The most important design principal. I do believe.
So, here is what I consider to be one of the most important design principals. If you get NOTHING else from all the interior design and decoration ‘guidance’ out there, PLEASE get this one.
“Your eyes go to the area of greatest contrast first.”
The orange accent wall will command the visual attention in the room because it’s the highest contrast item.
The red sofa will holler loudest — and get all the attention.
The rug with colors which don’t match the rest of the room will take over the visual conversation. The red curtains which, while they repeat colors used elsewhere in the room, take over the room.
If you put two yellow cushions on the beige sofa, they will become the most important thing, visually, about the sofa.
Here are a few examples to help you ‘visualize’ this design guideline.
-A woman dressed in black dress..
-Now put a wide white belt onto the outfit.
-The belt becomes the focal point.
If you put three vases on a table, two clear and one coloured, the coloured one will command all the visual attention.
The 60-inch TV on the wall will become the focal point even when it’s turned off.
– A tree stands in the middle of a field
– Now one branch is broken and is hanging down.
– Everyone will notice the branch, not many will remember the type of tree.
And then there is the most-overworked design ‘trick’ in the DIY-er’s book.
A ‘Pop’ of colour.
Who is hollering the loudest here?
Maybe this is what you want to happen, but more often than not it’s not.

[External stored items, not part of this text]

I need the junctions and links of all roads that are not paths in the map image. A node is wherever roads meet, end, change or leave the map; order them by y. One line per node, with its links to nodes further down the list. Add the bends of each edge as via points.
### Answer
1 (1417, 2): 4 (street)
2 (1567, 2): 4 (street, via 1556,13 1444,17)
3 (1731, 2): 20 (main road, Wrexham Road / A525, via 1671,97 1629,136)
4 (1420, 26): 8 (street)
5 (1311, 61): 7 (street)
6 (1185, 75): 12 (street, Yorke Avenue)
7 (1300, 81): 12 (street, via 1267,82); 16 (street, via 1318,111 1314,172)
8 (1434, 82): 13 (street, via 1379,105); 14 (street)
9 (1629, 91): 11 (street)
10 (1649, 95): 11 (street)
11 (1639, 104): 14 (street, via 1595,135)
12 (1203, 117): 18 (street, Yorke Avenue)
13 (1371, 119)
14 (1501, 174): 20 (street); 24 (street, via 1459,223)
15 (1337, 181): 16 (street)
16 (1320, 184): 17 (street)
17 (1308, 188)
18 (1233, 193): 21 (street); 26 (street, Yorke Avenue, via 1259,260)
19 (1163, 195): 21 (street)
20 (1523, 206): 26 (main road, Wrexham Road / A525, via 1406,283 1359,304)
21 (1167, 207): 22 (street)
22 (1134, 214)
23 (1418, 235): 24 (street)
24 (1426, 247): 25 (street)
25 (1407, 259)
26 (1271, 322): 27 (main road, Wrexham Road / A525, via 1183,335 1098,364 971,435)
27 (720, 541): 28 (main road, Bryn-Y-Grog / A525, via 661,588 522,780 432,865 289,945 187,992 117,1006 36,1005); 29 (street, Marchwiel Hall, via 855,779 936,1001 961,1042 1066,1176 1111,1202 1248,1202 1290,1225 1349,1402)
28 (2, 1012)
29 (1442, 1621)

Every time your eyes get to a contrast situation in a roomscape, for example, your eyes stop and put the contrast into perspective. Every time that happens, there is more visual clutter, and the visual room begins to fill with stuff.
Why clutter is not good.
Which is why cluttered rooms feel smaller than rooms without the clutter. Clutter causes spaces to feel smaller.
It’s not necessarily the color of the furniture, or drapery, or coffee table, it’s the amount of contrast which makes the room feel smaller.
This is one of the most common mistakes I see in DIY design. If you want a room to feel larger, more spacious, or more ‘open’, reduce the contrast and get rid of the clutter.